While preparing for his next quest - annexing Oxbay, Nathaniel meets his old friends: Danielle Greene and Ralph Fawn. However, Ralph is killed when the soldiers arrive to arrest Danielle and Nathaniel himself is captured and imprisoned. While in prison he gets to know an old ex-cannoneer Edgar Attwood who was fired for drinking too much rum. He can be later hired by the player into his crew. Some time later, governor Silehard arrives and tells Nathaniel that a big mistake has occurred. He sends Nathaniel Hawk on another series of quests until Nathaniel meets an old inventor who aids him in finding a treasure that could defeat the ghost ship called the Black Pearl. In the final end game mission, Captain Hawk is confronted by the Black Pearl. Only during this fight can the Black Pearl be damaged. When the fight ends, the game is complete.

The game also contains a large number of side plots within side quests. For example, one side mission involves Hawk being enlisted to help a Dutch colonist find several kidnapped children.

== Development ==
The game was originally developed under the name Sea Dogs II, and is an indirect sequel to Sea Dogs, which was released in 2000. In Akella's native Russia, the game is still referred to as Corsairs II: The Pirates of the Caribbean (Корсары II: Пираты Карибского моря), with Corsairs (Корсары) being the Russian title for Sea Dogs. It has since been reissued in Russia as simply Pirates of the Caribbean (Пираты Карибского моря). Apart from the pirate theme, the setting, and the presence of the Black Pearl, the game otherwise has few connections to the Pirates of the Caribbean: The Curse of the Black Pearl film, which was released around the same time as the game. Actress Keira Knightley, who played Elizabeth Swann in the film series, voiced the narrator (two cutscenes at the beginning and end) in the game. The game used Akella's proprietary Storm2 engine.

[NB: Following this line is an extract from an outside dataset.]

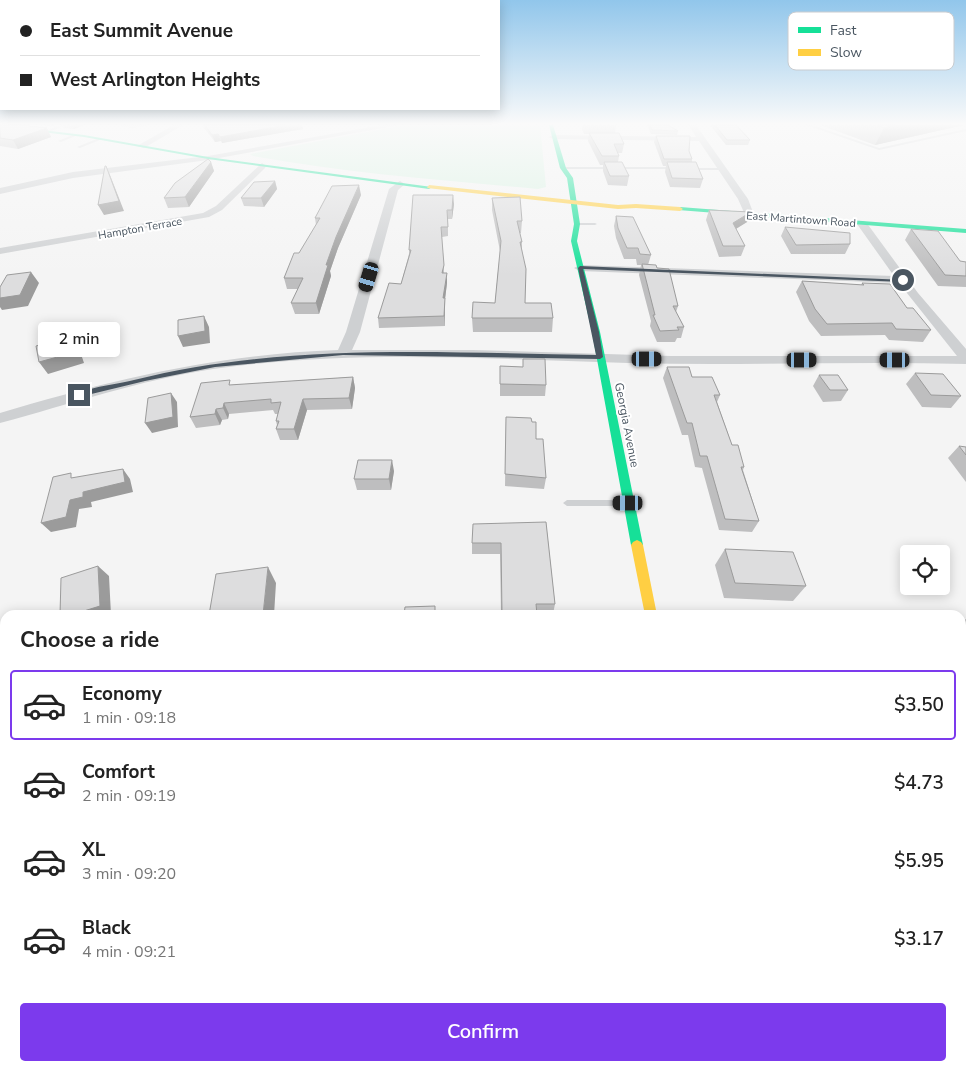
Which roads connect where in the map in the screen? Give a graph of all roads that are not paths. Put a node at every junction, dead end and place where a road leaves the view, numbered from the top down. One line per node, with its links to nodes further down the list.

According to Ken Christiansen, a former concept artist at Disney Interactive, the game was rebranded with the Pirates of the Caribbean license to tie in with the film following a cancelled internal pitch and enthusiastic reception to early screenings of the film.

== Reception ==

Pirates of the Caribbean received "mixed or average reviews" on both platforms according to video game review aggregator Metacritic.

Aggregate score
| Aggregator | Score |  |  |
| mobile | PC | Xbox |
| Metacritic | N/A | 64/100 | 65/100 |

Review scores
| Publication | Score |  |  |
| mobile | PC | Xbox |
| Edge | N/A | 5/10 | 5/10 |
| Electronic Gaming Monthly | N/A | N/A | 5.33/10 |
| Game Informer | N/A | 7.75/10 | 7.75/10 |
| GamePro | N/A | N/A | 4/5 |
| GameRevolution | N/A | C− | C− |
| GameSpot | N/A | 7.6/10 | 7.6/10 |
| GameSpy | N/A | 2/5 | 2/5 |
| GameZone | N/A | 7.9/10 | 7.5/10 |
| IGN | 5/10 | 7.2/10 | 7.5/10 |
| Official Xbox Magazine (US) | N/A | N/A | 7/10 |
| PC Gamer (US) | N/A | 65% | N/A |
| The Cincinnati Enquirer | N/A | N/A | 3.5/5 |
| The Village Voice | N/A | N/A | 7/10 |

==Additional versions==

The mobile phone version was developed by Flying Tiger Development and published through Walt Disney Internet Group on July 25, 2003.